An outbreak of fever was described among meat processors at a Brisbane abbatoir in the 1930s (1937). As the cause was unknown at that point, they were labelled with 'query' fever, which later was shortened to Q fever.


Contents

Introduction

An atypical pneumonia caused by the rickettsia Coxiella burnetti. In contrast to other rickettsial infections, Q fever is spread by inhalation of aerosols containing the infective organism, with a infectious dose of as few as 10 bacteria. Transmission through direct contact of human mucosal membranes with infectious animal bodily fluids is also recognised, as is consumption of raw milk from infected animals.[1]

The organism can infect animal populations, with spread within animals by tick vectors, hence outbreaks in abbattoirs. The spore form of the organism can persist in the environment for long periods despite harsh conditions.

Consider in culture negative endocarditis, so-called atypical pneumonias and PUOs.

There has been a large outbreak of Q fever in the Netherlands, which has been ongoing since 2007.[2] Given the protean presentation of the disease, it is possible that there are also many undiagnosed cases in the UK, particularly in sheep farming areas.

Aetiology

A zoonosis caused by the rickettsia Coxiella burnetti.

Clinical

Investigations

Diagnosis mainly through serology, but the interpretation of results is far from straight-forward.[3] Complement binding reaction tests are the most reliable; ELISA and immunofluorescence assay (IFA) testing may also be used.
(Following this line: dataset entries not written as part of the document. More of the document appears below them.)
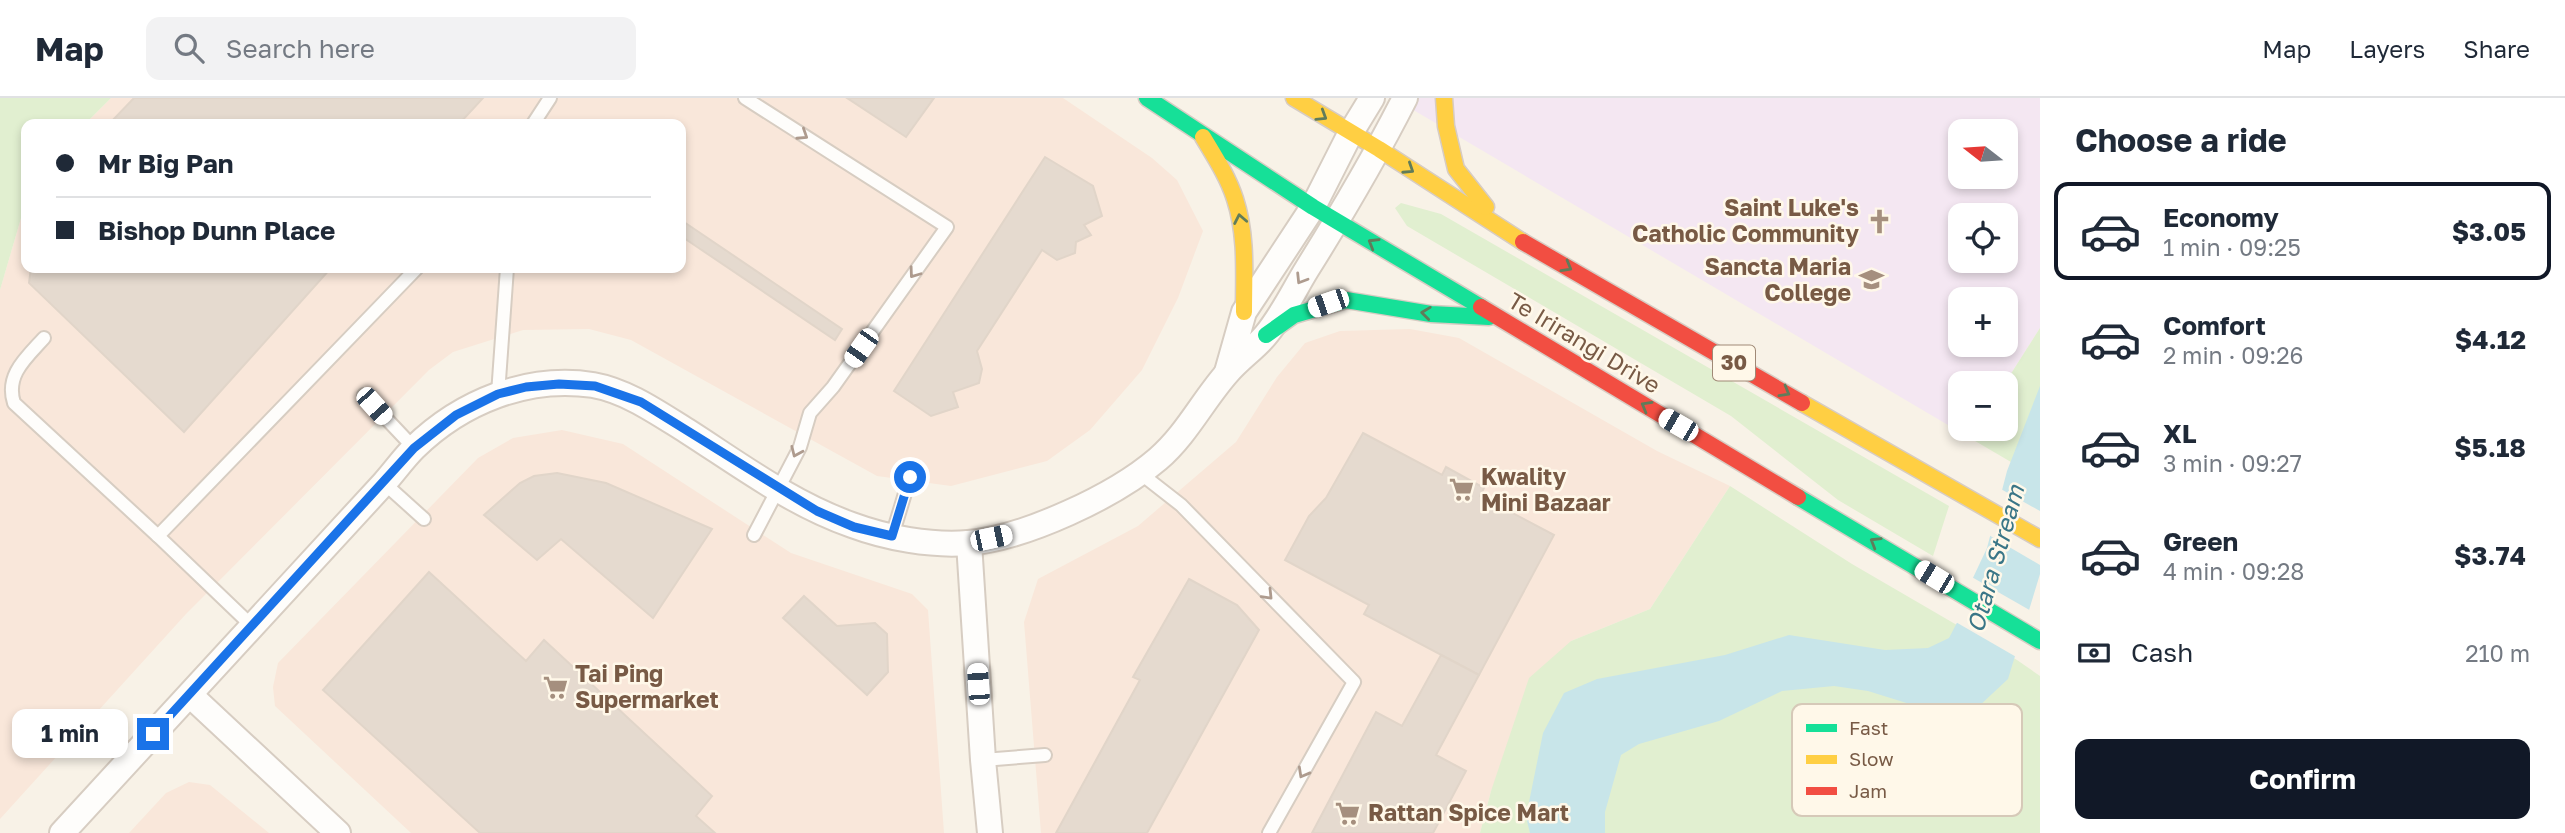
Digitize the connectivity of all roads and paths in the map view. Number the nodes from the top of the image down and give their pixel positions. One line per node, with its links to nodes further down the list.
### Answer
1 (550, 98): 8 (lane)
2 (746, 98): 28 (lane, one-way to 28)
3 (1147, 98): 9 (main road, Te Irirangi Drive)
4 (1294, 98): 10 (main road, 30, one-way to 10)
5 (1373, 98): 10 (street)
6 (1405, 98): 11 (street)
7 (1444, 98): 14 (main road)
8 (536, 119)
9 (1201, 134): 12 (main road, Te Irirangi Drive); 17 (main road, one-way to 9)
10 (1350, 134): 11 (main road, 30); 12 (street)
11 (1379, 149): 13 (street); 14 (main road, 30, one-way to 14)
12 (1313, 207): 13 (main road, Te Irirangi Drive); 17 (street)
13 (1337, 221): 18 (main road, Te Irirangi Drive, one-way to 13); 19 (street, one-way to 19)
14 (1507, 233): 33 (main road, 30, one-way to 33)
15 (412, 273): 31 (lane)
16 (508, 273): 22 (lane)
17 (1244, 312): 21 (street)
18 (1494, 317): 19 (main road, one-way to 19); 36 (main road, Te Irirangi Drive, one-way to 18)
19 (1266, 335): 21 (street)
20 (44, 338): 31 (lane)
21 (1227, 373): 25 (street)
22 (498, 394): 24 (street); 28 (street)
23 (364, 395): 24 (lane)
24 (414, 448): 27 (street)
25 (1140, 473): 34 (street); 43 (lane, one-way to 43)
26 (910, 477): 32 (lane)
27 (384, 484): 29 (lane); 35 (street)
28 (778, 489): 30 (lane); 32 (street)
29 (424, 519)
30 (754, 535)
31 (158, 536): 35 (lane)
32 (892, 536): 34 (street)
33 (2040, 539)
34 (969, 543): 39 (street)
35 (253, 627): 37 (street)
36 (2040, 641)
37 (190, 695): 40 (street); 41 (street)
38 (1045, 755): 39 (lane)
39 (983, 760): 42 (street)
40 (62, 833)
41 (338, 833)
42 (990, 833)
43 (1269, 833)

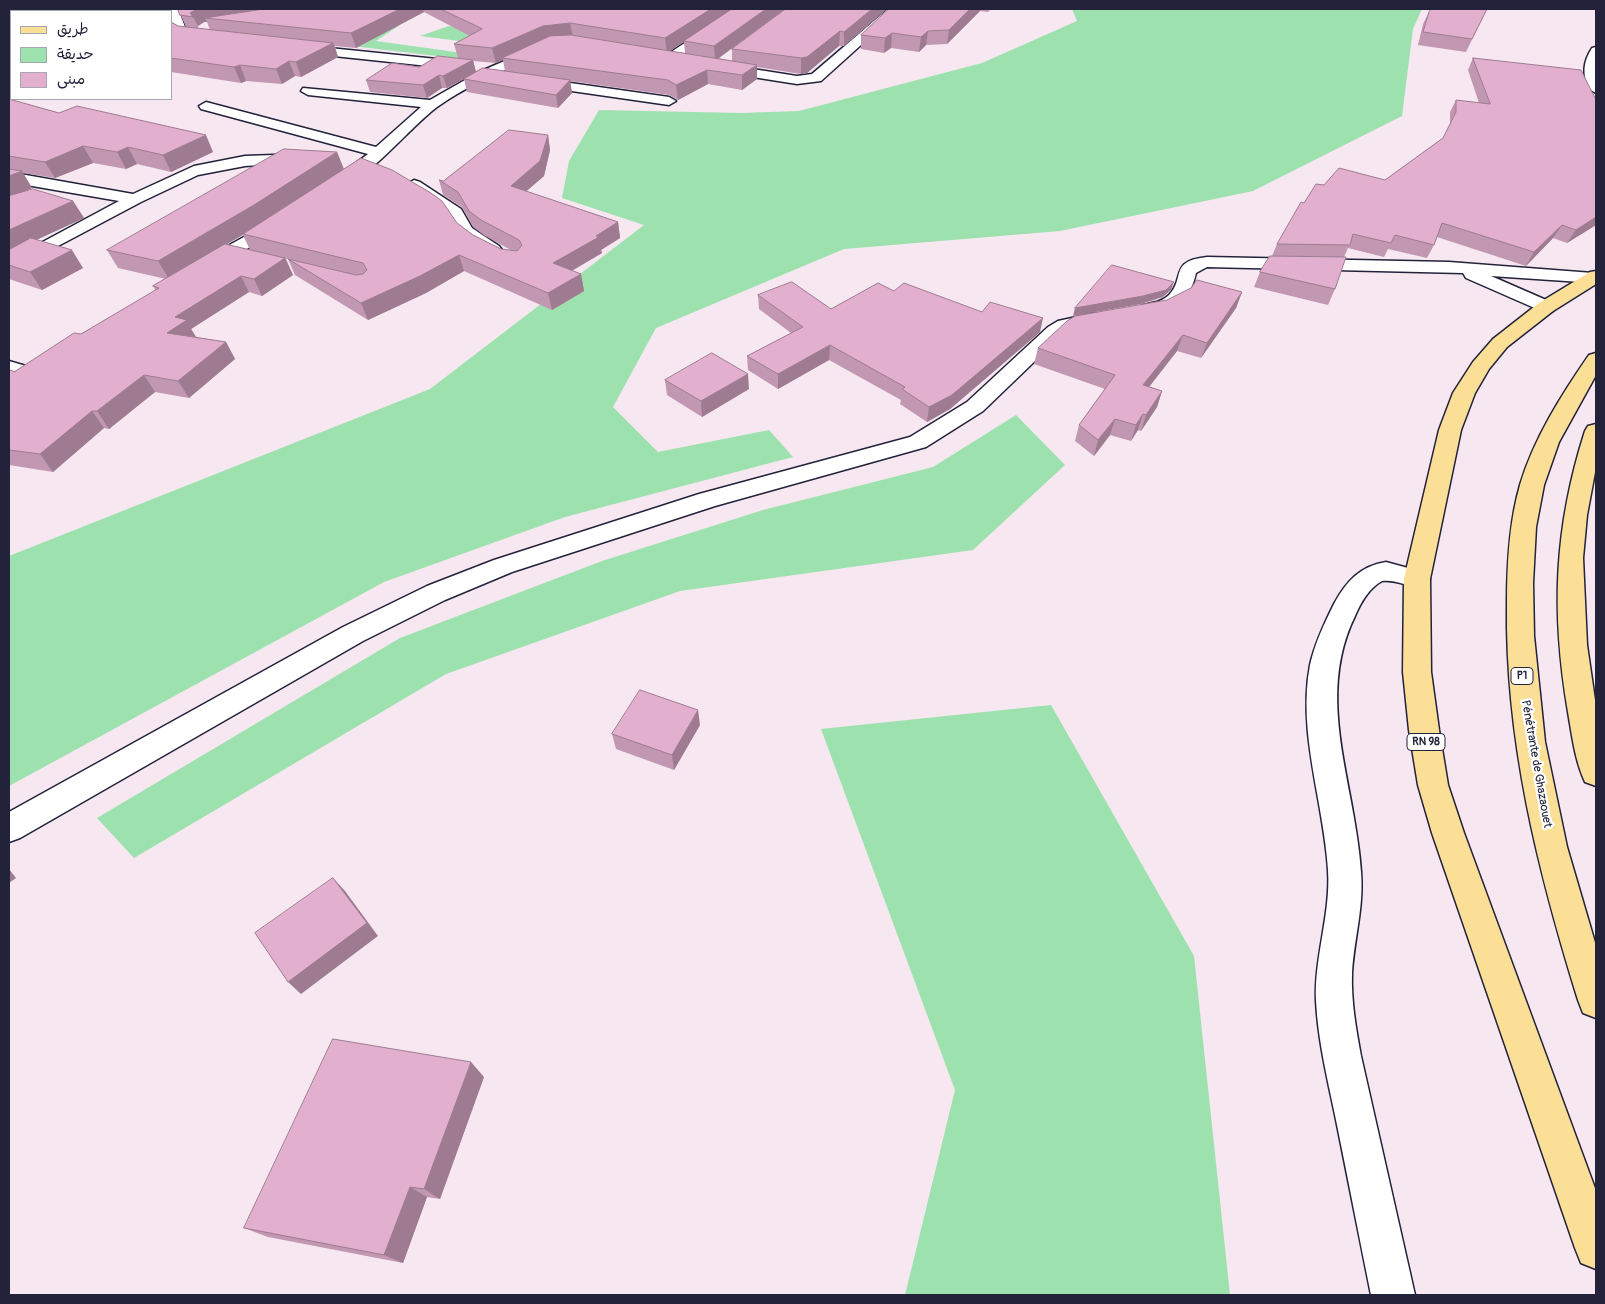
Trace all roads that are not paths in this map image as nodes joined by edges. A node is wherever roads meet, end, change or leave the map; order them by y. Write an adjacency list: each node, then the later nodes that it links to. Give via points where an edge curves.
1 (743, 9): 12 (street)
2 (894, 9): 11 (street, via 816,78 797,80 712,66)
3 (175, 11): 5 (street)
4 (219, 26): 5 (street)
5 (180, 32): 6 (street)
6 (224, 40)
7 (550, 45): 14 (street)
8 (292, 48): 14 (street)
9 (1596, 51): 15 (street, via 1590,75)
10 (649, 56): 12 (street)
11 (733, 56)
12 (669, 59): 13 (street)
13 (688, 62)
14 (491, 72): 17 (street, via 518,80); 18 (street)
15 (1596, 88)
16 (308, 91): 18 (street)
17 (669, 101)
18 (432, 104): 20 (street)
19 (206, 106): 20 (street)
20 (378, 152): 23 (street)
21 (317, 160): 29 (street, via 278,159 220,164 194,171)
22 (336, 162): 23 (street)
23 (364, 165): 24 (street); 28 (street)
24 (381, 171)
25 (398, 176): 34 (street, via 455,213 466,231 478,242)
26 (9, 177): 27 (street)
27 (74, 188): 29 (street); 30 (street)
28 (325, 192)
29 (136, 199): 35 (street)
30 (39, 200)
31 (293, 213): 32 (street)
32 (230, 252): 33 (street); 37 (street)
33 (249, 256)
34 (508, 257)
35 (9, 267)
36 (1449, 267): 38 (street); 39 (street, via 1478,276); 44 (street, via 1198,264 1187,271 1180,296 1172,302 1065,325 1055,330 982,402 948,428 918,442 707,500 503,566 436,594 353,634)
37 (189, 276)
38 (1595, 277): 39 (main road, RN 98)
39 (1546, 307): 42 (main road, RN 98, via 1500,343 1480,366 1464,393 1450,430)
40 (1596, 359): 45 (main road, Pénétrante de Ghazaouet / P1, via 1555,430 1536,472 1526,512 1520,558 1519,610 1521,669 1543,810)
41 (1596, 431): 43 (main road, via 1578,490 1570,580 1579,693)
42 (1417, 579): 46 (main road, RN 98, via 1417,672 1433,785); 47 (street, via 1384,572 1367,576 1362,581 1342,611 1331,639 1321,704 1324,741 1344,849 1345,885 1343,921 1336,949 1335,1016)
43 (1596, 774)
44 (9, 828)
45 (1596, 1000)
46 (1596, 1248)
47 (1393, 1295)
IFA testing is particularly difficult to interpret, because of the differing roles of IgG phase one and phase two.

PCR tests may be positive in the first two weeks after onset of infection. As with other tests (e.g. for measles) the PCR test will be positive earlier, as it detects bacterial DNA, and serological tests will become positive later. As there may be flare-ups or exacerbations, PCR may be intermittently positive.

Blood tests

Radiology

Treatment

Medical

Treatment is with antibiotics - usually doxycycline in combination with another antibiotic such as a quinolone, trimethoprim or rifampicin.

Surgical

Not applicable.

Prevention

According to CDC, the following measures should be used in the prevention and control of Q fever:[4]

  • Educate the public on sources of infection.
  • Appropriately dispose of placenta, birth products, fetal membranes, and aborted fetuses at facilities housing sheep and goats.
  • Restrict access to barns and laboratories used in housing potentially infected animals.
  • Use only pasteurized milk and milk products.
  • Use appropriate procedures for bagging, autoclaving, and washing of laboratory clothing.
  • Vaccinate (where possible) individuals engaged in research with pregnant sheep or live C. burnetii.
  • Quarantine imported animals.
  • Ensure that holding facilities for sheep should be located away from populated areas. Animals should be routinely tested for antibodies to C. burnetii, and measures should be implemented to prevent airflow to other occupied areas.
  • Counsel persons at highest risk for developing chronic Q fever, especially persons with pre-existing cardiac valvular disease or individuals with vascular grafts.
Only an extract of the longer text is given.